At it's most basic, the pool table is a small battlefield. An excerpt from "The Art of War" is provided with how it applies to the competition between opponents.
This segment is from:
Chapter 3 - Planning attacks
The rule is, not to besiege walled cities if it can possibly be avoided. ...
(If this is the first post you've seen, read the AWAP Introduction & instructions post.)
This information considers how battlefield strategies and tactics can be used to win more games. If this seems interesting, read these AWAP posts.
The rule is, not to besiege walled cities if it can possibly be avoided. The preparation of mantlets, movable shelters, and various implements of war, will take up three whole months; and the piling up of mounds over against the walls will take three months more.

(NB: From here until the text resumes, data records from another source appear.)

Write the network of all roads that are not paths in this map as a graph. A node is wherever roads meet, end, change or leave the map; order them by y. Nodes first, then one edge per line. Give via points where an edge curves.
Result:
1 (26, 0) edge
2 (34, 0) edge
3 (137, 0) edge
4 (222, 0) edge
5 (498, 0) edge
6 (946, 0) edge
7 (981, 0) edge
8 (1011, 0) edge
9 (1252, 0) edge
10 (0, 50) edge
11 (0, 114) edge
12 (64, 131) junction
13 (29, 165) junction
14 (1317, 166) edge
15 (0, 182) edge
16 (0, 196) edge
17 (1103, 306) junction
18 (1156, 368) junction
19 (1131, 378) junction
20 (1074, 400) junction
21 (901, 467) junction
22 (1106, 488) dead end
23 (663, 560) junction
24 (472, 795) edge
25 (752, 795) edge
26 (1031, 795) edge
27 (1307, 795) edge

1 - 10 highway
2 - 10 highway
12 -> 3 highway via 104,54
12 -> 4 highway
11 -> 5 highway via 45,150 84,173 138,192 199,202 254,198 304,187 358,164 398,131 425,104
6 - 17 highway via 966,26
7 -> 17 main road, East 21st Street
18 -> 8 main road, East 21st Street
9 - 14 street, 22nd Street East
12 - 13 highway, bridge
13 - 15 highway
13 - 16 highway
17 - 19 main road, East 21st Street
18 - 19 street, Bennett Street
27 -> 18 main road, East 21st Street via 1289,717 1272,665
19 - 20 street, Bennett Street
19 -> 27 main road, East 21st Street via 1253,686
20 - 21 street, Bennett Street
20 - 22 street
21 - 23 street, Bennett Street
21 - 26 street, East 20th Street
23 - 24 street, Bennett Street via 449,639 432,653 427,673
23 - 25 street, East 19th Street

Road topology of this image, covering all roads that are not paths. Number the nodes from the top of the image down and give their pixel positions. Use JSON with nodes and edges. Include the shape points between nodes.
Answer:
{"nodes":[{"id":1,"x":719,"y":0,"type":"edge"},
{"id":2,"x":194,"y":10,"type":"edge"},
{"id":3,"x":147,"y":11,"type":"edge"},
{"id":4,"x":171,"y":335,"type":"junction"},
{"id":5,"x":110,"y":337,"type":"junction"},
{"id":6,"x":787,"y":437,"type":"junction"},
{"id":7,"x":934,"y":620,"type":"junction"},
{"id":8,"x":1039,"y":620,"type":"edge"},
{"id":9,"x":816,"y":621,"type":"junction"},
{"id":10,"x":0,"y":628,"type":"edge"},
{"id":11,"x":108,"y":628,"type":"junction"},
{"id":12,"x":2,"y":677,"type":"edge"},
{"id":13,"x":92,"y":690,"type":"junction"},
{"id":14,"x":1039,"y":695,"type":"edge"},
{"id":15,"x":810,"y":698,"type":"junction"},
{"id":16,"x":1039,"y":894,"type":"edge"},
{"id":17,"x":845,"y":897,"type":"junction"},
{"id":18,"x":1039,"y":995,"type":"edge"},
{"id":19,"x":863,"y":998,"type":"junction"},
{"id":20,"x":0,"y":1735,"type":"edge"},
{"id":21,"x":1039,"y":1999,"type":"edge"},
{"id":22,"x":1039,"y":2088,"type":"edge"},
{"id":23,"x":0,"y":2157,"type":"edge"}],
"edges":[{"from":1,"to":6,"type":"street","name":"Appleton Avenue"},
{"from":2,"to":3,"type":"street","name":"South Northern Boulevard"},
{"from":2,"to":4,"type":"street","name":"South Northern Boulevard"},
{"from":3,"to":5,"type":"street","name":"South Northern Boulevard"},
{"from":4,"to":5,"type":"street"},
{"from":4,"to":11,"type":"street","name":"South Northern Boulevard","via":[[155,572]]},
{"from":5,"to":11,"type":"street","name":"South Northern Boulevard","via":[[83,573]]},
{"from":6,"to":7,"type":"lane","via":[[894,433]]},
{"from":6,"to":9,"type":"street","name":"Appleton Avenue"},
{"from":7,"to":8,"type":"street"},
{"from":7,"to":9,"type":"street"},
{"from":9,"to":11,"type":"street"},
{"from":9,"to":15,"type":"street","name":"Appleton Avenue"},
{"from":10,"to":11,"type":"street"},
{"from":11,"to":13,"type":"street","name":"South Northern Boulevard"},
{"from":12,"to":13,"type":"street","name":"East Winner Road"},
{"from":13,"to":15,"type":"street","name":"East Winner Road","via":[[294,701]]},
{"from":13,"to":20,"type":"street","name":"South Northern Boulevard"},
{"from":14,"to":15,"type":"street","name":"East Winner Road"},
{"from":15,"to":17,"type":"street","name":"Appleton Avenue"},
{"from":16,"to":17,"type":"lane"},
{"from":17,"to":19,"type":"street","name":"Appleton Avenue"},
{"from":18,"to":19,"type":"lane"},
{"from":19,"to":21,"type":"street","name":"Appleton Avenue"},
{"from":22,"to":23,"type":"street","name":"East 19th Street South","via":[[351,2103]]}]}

The general, unable to control his irritation, will launch his men to the assault like swarming ants, with the result that one-third of his men are slain, while the town still remains untaken. Such are the disastrous effects of a siege.
The standard operational rule is to not provide easy wins to your opponent through poor control or lazy thinking. Always intentionally analyze, plan, select, and manage your game play and execution.
Do not become reckless or distressed when you have no opportunities to advance. Continue your careful attention to preventing your opponent from advancing. Impatience will result in disaster.
If you abandon self-discipline, you will fall prey to emotions, such as anger, frustration, irritation, even resignation. This will cause you to make bad choices and poor decisions. As a result you will miss and throw away game winning opportunities. A secondary consequence is that you make the entire effort of competition a waste of time and energy. Shooting without discipline leads to disaster.